Parts of the ACA are already on line.
But let’s dispense with the “ObamaCare” Bullshit and call it by the more accurate nickname, HeritageCare.
The individual mandate was first proposed by Stuart Butler of the pro Corporate, Conservative think-tank Heritage Foundation.
Next, we should look at the games big insurance plays.
create a spreadsheet, and enter the amount you ( and your employer) pay to the insurance company as premiums.
you can do this by the month, quarter or year.
during the period, whenever you pick up a prescription you get a label showing the list price of the drug, the discount price, how much you pay and how much the insurance pays. record this info into spread sheet columns.
When you visit the doctor, the insurance sends a statement showing how much is billed, how much is discounted under the provider’s contract and how much you pay. record this as well.
At the end of your chosen period, tally everything up and compare totals
Here is an example:
Every month. $400 is deducted from my paycheck for insurance.
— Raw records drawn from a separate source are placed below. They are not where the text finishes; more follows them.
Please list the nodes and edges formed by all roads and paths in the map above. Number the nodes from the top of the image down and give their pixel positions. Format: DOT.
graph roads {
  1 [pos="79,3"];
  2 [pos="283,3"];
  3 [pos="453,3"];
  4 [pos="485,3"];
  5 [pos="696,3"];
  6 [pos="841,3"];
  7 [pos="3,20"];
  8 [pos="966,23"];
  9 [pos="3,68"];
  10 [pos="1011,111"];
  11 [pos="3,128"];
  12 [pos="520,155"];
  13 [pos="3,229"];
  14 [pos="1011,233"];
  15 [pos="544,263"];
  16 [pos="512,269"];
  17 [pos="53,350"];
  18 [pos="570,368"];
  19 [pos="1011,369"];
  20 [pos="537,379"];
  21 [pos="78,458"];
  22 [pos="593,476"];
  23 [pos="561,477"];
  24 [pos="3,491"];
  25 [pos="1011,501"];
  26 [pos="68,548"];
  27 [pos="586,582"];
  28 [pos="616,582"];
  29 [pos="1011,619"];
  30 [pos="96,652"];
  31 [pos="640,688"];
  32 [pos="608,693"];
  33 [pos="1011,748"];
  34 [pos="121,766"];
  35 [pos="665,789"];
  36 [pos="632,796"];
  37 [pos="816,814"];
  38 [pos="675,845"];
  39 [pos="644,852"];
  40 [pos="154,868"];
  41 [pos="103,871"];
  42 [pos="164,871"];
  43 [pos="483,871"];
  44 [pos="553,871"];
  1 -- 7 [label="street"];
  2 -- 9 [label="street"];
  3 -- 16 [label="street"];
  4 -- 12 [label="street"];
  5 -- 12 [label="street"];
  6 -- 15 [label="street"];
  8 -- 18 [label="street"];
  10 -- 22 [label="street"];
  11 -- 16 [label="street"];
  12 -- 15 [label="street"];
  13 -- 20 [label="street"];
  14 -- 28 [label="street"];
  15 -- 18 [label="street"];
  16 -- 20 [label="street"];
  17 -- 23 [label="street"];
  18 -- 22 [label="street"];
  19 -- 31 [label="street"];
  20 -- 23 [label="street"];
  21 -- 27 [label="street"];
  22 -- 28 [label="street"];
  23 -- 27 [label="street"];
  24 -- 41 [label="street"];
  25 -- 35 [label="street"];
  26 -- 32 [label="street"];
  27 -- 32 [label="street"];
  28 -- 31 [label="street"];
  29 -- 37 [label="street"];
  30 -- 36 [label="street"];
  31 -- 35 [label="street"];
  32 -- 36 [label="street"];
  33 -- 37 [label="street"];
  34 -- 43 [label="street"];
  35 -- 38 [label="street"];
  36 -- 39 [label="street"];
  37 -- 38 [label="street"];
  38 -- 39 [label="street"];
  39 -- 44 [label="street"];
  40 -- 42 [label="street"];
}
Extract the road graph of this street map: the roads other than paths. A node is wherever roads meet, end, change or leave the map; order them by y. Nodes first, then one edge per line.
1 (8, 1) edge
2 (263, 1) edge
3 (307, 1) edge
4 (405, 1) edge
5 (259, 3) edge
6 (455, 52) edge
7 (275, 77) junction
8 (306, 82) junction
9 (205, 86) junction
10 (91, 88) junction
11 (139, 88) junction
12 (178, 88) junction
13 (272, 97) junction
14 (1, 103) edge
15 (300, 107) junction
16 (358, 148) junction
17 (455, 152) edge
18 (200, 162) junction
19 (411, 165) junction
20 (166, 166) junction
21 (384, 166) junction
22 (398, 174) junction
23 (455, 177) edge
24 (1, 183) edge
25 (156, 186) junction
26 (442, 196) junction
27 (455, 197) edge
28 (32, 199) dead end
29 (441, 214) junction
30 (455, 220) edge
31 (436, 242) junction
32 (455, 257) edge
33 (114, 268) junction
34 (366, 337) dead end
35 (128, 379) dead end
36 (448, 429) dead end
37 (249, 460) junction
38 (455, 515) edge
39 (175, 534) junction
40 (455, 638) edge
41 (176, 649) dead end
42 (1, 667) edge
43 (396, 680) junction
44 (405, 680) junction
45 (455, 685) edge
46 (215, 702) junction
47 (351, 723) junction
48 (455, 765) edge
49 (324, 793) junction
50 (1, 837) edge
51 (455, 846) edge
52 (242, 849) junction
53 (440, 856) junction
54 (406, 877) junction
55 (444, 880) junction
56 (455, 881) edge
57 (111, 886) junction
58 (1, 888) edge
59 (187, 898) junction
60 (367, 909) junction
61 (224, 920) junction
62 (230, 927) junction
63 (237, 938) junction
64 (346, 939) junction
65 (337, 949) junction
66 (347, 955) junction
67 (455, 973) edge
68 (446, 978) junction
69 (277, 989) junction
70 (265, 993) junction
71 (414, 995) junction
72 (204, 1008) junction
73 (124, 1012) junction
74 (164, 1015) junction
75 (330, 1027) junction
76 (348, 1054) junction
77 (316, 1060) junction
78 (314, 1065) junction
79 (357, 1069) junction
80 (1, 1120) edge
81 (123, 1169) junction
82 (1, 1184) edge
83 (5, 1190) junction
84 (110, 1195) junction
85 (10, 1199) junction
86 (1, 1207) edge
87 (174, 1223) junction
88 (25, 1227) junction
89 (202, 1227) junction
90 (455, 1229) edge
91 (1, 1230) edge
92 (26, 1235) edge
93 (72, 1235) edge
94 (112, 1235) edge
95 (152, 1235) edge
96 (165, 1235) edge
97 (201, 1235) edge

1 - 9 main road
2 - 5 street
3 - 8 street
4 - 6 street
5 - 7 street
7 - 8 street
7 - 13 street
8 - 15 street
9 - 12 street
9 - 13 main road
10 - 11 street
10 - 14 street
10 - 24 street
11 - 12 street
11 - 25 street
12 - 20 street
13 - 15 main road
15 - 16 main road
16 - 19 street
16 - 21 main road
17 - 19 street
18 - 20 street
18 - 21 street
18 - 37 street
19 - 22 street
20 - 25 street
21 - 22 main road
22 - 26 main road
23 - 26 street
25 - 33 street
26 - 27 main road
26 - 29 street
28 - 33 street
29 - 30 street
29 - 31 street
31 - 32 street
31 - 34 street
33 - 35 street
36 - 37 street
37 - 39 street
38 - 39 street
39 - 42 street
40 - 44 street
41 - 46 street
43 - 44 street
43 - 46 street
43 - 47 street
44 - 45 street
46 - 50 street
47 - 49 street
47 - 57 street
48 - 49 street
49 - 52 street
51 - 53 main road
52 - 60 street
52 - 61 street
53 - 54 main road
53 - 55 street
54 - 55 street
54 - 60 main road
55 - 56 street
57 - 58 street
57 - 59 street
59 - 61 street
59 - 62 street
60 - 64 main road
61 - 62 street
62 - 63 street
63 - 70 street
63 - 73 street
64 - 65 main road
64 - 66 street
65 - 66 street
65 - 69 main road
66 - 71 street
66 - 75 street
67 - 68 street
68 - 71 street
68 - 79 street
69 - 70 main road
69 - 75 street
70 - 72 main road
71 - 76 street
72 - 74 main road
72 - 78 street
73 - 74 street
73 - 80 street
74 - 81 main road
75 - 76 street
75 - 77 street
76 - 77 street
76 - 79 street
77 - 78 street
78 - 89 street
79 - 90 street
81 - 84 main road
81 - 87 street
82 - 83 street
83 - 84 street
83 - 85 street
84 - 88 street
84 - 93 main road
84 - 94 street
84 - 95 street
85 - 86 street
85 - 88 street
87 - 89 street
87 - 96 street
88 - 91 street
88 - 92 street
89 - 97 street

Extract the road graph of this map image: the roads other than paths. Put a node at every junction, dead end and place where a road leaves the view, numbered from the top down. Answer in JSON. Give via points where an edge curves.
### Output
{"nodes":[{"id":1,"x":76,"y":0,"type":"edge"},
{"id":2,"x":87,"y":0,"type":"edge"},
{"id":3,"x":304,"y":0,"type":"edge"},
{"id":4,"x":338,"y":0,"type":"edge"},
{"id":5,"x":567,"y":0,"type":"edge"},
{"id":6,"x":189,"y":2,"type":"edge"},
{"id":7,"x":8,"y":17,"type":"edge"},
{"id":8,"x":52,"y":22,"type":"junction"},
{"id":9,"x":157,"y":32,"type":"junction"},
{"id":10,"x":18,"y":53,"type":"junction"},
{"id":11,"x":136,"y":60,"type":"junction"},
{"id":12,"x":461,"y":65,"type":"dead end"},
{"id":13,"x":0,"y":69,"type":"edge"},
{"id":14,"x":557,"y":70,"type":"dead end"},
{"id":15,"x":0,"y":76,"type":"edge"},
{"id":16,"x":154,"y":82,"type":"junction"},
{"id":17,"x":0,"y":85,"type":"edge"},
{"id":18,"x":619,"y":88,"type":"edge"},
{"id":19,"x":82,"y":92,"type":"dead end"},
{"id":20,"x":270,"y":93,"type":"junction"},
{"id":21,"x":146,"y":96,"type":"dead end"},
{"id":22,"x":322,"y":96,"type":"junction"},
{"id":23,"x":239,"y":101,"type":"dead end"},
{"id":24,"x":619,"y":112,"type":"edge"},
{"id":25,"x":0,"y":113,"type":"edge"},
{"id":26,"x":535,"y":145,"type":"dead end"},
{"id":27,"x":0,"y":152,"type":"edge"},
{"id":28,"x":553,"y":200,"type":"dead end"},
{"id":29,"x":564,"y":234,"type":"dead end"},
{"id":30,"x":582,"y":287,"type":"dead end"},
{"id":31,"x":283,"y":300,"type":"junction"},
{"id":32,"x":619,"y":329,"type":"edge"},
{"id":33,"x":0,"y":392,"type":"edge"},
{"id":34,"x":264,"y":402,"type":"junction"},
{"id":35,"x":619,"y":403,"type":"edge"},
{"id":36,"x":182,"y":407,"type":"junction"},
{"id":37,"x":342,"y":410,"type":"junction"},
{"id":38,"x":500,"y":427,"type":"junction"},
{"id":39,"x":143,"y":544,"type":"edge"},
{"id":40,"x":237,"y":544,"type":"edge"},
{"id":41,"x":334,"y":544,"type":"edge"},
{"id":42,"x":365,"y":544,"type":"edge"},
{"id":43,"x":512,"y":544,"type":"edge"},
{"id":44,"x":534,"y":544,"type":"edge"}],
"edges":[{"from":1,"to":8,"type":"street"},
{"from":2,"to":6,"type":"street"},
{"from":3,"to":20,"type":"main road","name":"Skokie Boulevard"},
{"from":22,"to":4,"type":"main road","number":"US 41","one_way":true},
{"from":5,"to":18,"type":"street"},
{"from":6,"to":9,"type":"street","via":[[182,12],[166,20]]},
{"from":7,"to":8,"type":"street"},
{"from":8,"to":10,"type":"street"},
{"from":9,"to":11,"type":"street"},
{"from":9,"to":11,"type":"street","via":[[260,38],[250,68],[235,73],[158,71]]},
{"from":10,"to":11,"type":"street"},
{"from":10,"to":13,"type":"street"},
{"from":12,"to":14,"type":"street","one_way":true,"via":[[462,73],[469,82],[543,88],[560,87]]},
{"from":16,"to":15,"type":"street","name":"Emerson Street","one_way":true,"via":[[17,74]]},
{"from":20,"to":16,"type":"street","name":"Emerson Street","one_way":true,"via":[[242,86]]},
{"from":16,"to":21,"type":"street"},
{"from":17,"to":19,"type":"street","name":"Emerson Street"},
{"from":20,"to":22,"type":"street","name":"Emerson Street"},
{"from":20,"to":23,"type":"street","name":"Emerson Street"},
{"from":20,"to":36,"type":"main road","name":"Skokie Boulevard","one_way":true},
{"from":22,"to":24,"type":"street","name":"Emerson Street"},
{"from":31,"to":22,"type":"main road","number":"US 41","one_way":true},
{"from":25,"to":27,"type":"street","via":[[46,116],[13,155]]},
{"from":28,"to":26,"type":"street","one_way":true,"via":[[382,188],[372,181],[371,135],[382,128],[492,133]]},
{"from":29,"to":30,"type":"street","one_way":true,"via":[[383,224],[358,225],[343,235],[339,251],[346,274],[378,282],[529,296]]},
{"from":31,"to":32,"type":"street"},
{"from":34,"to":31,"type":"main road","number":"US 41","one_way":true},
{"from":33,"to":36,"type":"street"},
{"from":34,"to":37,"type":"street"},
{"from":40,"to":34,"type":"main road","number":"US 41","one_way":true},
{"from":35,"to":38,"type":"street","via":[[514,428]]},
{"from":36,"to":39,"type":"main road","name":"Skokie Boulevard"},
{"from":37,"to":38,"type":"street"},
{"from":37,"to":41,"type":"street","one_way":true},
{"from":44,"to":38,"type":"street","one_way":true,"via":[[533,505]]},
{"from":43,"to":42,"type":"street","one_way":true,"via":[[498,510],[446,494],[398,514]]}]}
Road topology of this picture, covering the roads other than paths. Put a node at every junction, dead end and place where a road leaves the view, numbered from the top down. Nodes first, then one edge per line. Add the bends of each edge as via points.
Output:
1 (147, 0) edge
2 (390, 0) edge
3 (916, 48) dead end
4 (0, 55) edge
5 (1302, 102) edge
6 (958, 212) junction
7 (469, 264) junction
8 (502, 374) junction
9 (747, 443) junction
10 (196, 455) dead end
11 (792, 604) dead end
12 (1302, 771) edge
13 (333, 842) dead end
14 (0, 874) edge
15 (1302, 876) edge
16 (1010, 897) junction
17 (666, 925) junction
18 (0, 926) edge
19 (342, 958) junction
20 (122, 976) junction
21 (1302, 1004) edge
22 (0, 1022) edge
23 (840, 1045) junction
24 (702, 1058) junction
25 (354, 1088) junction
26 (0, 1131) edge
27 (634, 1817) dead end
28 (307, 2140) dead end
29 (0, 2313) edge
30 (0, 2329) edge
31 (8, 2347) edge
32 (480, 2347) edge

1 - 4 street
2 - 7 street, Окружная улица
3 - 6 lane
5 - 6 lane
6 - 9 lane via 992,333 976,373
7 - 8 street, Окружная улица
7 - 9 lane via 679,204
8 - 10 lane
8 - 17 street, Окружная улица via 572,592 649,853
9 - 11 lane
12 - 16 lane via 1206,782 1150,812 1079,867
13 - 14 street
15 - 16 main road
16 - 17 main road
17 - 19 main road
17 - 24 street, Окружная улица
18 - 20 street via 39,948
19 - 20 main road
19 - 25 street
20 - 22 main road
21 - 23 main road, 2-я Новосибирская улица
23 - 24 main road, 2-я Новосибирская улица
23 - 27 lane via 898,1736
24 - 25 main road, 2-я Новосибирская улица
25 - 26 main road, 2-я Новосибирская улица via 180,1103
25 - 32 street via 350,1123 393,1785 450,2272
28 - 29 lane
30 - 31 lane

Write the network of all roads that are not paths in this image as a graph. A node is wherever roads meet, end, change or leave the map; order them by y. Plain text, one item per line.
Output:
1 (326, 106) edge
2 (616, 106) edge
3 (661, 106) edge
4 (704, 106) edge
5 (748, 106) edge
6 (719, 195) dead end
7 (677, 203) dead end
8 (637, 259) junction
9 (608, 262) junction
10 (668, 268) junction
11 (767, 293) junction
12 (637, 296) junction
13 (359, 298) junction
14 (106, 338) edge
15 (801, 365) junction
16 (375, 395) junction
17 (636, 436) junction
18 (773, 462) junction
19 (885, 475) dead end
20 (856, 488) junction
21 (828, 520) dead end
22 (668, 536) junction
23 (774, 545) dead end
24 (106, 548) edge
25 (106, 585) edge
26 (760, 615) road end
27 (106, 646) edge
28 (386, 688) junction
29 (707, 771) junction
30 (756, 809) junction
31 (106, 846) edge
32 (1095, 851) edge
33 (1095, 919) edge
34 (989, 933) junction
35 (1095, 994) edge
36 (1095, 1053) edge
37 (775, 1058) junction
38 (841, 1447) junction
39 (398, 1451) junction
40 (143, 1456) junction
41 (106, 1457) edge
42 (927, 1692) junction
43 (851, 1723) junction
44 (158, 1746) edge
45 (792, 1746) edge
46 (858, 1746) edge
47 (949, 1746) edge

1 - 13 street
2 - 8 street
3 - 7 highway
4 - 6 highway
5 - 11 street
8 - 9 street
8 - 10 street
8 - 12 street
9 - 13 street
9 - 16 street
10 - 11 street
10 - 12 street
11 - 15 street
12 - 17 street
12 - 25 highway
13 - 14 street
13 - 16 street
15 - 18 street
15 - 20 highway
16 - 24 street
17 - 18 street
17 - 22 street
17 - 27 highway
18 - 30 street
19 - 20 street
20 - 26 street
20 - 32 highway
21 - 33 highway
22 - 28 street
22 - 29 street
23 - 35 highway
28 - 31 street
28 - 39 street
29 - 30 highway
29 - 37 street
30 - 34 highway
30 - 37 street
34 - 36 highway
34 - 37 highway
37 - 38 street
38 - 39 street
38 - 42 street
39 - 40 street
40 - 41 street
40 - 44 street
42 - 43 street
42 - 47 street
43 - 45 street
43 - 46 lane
My employer kicks in $1200 for a total of $1600 per month.
I have have a $30 copay for a visit to my primary physician. According ti a billing statement from my insurance, my Dr billed $130 for an office visit. Mt Doctor’s clinic as a discount contract with the insurance company the $130 is discounted to $59.88 of which I pay $30, leaving 29.88 for the insurance to pay out of $1600 premium for that month.
There are 4 in my household and three of us have chronic illnesses. My younger son rarely get sick. My older son is autistic, and the insurance company found a contract loophole to avoid paying for any autism related
medical care, so he is insured many through TennCare.
through 2011, my part of the premium was $200, and after doubling at the start of 2112 that translated to 6 Dr visits I can no longer afford. I’ve had to limit my Doctor visits to 1 per month so my wife and kids can have medical care.
Drugs follow a similar pattern. My best estimate indicates my insurance pays about 38 percent of my premium as benefits.
pardon my typos. it can b difficult to type with a partially paralyzed thumb.